Александр Вин - Сакура, свадьба, смерть
Грубиян лязгнул челюстью, вздрогнул причёской и грохнулся на землю.
Пришло время посмотреть на него внимательнее.
Глеб подошёл, присел рядом, тронул за плечо неподвижного человека.
– Вставай, вставай, приятель…. Скоро обед. Негоже пропускать очередной приём пищи.
Парень замычал, зашевелился, подогнул ноги, намереваясь подняться.
– Вот, правильно. Ты живой – и это уже хорошо.
Тратить время на дальнейший осмотр величественных развалин Колизея не входило в планы капитана Глеба. Он безмятежно отвернулся, отряхиваясь, поставил ногу на скамейку, готовясь завязать шнурок.
Рёв.
И нож.
Не поворачиваясь, просто коротко оглянуться, сантиметров на десять переместить себя в сторону, приподнять руку, пропустить под ней свирепый, тычком, с разбегу, удар блестящего лезвия, принять на собственную спину потное тело хрипящего от ярости противника, схватить обеими руками его руку, ту самую, что пролетела вперёд с ножом, крутануть её, до хруста, до стона позади, и отпрыгнуть в сторону, не успев при этом завязать ни один из шнурков.
Полсекунды, секунда…. Примерно так.
Капитан Глеб оглянулся.
Паренёк вновь тупо, по-носорожьему, готовился подняться и броситься на него с ножом.
Это было неправильно, нехорошо. И обидно.
Движения-то помнятся…
Поясной ремень из тёмно-синего плотного брезента, с тяжёлой, литой металлической пряжкой всегда и везде был с Глебом. И в его ночных похождениях в порту Хельсинки, и среди карибских скал, и на просеках родных лесов, и в напряжённых мужских разговорах посреди африканских улочек Сьерра-Леоне.
Движение-то одно….
Со свистом ткани о ткань капитан Глеб Никитин выхлестнул ремень с пояса и намотал его на кулак, оставив полметра с пряжкой на воле.
– С гастерами полизаться захотелось?! Козёл! Урою!

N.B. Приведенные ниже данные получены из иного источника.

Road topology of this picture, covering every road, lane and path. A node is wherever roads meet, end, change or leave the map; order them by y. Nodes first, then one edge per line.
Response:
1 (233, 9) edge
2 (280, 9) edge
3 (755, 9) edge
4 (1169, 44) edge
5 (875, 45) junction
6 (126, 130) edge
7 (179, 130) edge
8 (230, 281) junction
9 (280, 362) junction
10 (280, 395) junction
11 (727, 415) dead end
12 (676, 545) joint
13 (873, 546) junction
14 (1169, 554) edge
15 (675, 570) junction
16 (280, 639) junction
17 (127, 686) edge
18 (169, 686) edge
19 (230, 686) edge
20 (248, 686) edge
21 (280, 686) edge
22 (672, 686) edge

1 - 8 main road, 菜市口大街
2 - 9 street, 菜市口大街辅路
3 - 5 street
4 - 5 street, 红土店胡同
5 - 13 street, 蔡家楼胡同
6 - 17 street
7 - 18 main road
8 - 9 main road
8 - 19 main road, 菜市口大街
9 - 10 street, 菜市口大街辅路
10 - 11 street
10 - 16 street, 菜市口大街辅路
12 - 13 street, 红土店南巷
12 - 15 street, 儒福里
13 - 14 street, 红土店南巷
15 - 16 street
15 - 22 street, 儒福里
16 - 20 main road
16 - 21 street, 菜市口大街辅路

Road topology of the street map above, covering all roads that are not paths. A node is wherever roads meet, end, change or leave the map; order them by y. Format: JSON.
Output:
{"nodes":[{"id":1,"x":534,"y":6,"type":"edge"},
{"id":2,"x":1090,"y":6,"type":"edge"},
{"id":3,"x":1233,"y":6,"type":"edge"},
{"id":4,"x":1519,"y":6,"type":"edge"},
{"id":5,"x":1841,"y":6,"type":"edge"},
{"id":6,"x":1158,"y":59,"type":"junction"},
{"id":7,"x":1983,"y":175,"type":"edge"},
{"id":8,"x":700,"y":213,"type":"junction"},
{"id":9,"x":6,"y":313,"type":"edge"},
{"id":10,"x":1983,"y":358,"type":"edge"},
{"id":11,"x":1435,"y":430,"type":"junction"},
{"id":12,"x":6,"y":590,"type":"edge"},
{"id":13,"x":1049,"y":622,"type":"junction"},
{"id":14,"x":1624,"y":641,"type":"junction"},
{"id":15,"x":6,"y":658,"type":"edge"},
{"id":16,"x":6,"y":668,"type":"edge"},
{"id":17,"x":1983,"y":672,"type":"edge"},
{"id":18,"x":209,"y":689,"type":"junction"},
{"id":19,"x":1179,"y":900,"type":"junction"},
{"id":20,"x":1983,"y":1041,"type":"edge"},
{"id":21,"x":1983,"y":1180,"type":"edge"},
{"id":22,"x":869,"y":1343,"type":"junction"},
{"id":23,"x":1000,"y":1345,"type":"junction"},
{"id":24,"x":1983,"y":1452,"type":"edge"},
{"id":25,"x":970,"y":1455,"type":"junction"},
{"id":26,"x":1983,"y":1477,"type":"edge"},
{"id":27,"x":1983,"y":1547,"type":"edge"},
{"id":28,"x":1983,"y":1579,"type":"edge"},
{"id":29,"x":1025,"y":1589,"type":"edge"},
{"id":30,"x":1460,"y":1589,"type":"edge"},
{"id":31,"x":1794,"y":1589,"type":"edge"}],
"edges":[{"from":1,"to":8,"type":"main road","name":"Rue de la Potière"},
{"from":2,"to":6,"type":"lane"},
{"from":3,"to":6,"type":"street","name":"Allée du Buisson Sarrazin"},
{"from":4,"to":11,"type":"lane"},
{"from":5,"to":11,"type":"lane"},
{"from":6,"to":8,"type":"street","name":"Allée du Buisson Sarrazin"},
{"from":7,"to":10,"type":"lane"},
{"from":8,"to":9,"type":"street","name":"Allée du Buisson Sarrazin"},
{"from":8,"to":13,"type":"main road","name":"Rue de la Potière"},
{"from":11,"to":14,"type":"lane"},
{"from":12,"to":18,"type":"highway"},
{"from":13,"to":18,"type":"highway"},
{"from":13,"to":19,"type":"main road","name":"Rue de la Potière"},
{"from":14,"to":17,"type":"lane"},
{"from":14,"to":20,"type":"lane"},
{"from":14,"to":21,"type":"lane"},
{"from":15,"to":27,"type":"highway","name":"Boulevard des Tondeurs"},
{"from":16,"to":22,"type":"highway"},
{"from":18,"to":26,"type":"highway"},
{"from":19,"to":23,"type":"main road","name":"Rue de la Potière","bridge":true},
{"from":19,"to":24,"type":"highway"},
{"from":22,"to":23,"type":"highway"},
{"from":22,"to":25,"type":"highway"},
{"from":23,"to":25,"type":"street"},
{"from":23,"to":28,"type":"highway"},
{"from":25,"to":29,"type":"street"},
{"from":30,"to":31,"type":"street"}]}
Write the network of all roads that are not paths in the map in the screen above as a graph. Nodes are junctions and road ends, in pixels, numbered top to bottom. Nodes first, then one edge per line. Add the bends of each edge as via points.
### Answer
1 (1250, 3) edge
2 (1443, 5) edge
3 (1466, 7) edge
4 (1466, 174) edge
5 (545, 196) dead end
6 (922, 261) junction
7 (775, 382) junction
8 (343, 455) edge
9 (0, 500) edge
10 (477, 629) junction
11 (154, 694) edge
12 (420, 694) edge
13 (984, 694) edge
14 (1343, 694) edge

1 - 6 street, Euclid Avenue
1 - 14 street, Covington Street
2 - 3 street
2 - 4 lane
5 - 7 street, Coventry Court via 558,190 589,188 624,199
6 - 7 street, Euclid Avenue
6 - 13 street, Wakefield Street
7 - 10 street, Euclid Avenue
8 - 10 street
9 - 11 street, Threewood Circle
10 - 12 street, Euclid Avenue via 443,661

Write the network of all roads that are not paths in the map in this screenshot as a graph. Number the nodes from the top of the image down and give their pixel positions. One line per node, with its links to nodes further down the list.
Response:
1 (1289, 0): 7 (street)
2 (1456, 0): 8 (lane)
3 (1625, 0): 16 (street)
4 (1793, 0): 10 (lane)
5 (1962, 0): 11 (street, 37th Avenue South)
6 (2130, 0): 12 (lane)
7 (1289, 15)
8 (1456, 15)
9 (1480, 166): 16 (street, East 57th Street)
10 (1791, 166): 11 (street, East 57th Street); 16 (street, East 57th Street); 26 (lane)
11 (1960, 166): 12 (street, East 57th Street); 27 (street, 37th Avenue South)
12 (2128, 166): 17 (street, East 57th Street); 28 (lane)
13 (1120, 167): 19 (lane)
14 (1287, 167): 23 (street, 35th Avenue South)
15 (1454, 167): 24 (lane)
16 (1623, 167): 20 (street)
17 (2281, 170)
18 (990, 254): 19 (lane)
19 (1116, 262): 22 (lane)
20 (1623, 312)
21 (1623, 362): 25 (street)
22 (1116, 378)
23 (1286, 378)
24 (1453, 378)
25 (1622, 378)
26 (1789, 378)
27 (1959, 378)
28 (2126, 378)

Крик – и рука с ножом летит на Глеба уже сверху.
Точный взмах ремнём – и нож на земле, а паренёк скулит по соседству, зажимая рассечённую литой пряжкой ладонь.
– Ну, а теперь моя очередь, малыш!
То, что иногда нужно останавливаться, даже если и очень хочется при этом посовершать ещё немало приятных движений, учила когда-то юного Глеба одна опытная женщина. Он дружеский совет запомнил.
Сколько раз разъярённый капитан Глеб успел взмахнуть своим жестоким ремнём, никто и никогда не сможет узнать. Главное, что он вовремя выдохнул и остановился.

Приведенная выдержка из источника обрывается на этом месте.